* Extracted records
Segment Open
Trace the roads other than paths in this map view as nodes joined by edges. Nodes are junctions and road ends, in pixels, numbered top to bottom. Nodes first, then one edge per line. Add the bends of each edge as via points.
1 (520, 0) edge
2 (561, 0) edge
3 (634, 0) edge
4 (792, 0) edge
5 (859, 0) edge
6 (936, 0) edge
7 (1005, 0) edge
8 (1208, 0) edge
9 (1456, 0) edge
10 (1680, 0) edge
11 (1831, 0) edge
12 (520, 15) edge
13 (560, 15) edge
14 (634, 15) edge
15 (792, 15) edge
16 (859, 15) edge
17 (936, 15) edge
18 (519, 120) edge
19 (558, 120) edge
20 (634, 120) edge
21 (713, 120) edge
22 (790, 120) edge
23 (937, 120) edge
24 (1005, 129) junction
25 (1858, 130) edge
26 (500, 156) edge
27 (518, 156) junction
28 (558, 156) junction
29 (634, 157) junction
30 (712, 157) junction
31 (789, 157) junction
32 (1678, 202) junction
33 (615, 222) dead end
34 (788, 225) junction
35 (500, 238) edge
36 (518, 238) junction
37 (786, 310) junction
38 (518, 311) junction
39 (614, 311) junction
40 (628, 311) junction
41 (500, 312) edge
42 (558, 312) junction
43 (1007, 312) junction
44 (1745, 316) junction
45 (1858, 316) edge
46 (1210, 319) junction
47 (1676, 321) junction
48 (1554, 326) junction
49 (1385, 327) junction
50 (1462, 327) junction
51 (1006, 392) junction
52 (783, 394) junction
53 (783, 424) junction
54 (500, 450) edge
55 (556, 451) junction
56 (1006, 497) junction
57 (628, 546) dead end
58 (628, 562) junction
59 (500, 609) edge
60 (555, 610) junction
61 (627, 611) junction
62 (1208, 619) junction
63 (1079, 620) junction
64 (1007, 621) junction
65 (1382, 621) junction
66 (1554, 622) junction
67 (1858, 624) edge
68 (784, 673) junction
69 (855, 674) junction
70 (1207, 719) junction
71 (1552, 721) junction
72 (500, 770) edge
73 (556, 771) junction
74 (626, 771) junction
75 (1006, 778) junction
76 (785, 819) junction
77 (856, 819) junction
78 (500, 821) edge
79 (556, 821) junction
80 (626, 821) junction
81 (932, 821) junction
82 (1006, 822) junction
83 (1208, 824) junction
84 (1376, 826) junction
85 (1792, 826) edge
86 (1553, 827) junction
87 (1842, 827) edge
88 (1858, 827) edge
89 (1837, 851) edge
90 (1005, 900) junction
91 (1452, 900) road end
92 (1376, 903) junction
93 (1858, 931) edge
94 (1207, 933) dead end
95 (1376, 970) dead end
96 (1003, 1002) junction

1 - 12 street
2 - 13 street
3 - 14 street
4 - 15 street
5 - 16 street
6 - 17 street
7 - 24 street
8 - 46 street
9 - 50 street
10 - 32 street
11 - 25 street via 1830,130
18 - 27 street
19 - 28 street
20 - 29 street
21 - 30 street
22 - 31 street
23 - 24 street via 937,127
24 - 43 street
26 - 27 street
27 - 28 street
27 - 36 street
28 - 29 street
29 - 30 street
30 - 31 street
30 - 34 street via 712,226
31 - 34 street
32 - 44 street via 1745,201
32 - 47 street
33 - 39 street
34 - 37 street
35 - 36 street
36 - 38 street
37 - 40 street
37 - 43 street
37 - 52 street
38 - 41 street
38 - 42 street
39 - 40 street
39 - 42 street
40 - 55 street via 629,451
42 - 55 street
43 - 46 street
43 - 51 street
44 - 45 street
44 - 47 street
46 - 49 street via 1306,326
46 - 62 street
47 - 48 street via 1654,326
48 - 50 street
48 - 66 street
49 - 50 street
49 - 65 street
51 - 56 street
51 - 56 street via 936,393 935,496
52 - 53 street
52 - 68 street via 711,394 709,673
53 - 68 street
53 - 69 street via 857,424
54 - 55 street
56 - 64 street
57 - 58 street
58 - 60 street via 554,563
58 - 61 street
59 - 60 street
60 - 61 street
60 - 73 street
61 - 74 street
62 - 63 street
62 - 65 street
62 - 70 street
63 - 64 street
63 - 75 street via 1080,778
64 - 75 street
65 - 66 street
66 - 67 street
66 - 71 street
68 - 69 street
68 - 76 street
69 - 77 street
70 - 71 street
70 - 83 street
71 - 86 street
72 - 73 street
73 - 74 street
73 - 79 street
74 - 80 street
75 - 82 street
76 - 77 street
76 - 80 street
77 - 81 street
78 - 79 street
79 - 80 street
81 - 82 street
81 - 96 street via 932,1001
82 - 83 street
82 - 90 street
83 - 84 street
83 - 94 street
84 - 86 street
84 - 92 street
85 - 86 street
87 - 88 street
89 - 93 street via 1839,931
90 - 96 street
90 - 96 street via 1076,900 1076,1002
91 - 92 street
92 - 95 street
Segment Closed
* YOUR GOAL
Across the records above, count each line that holds the word "road" and give only the resulting number.

* RESPONSE TO THIS TASK
2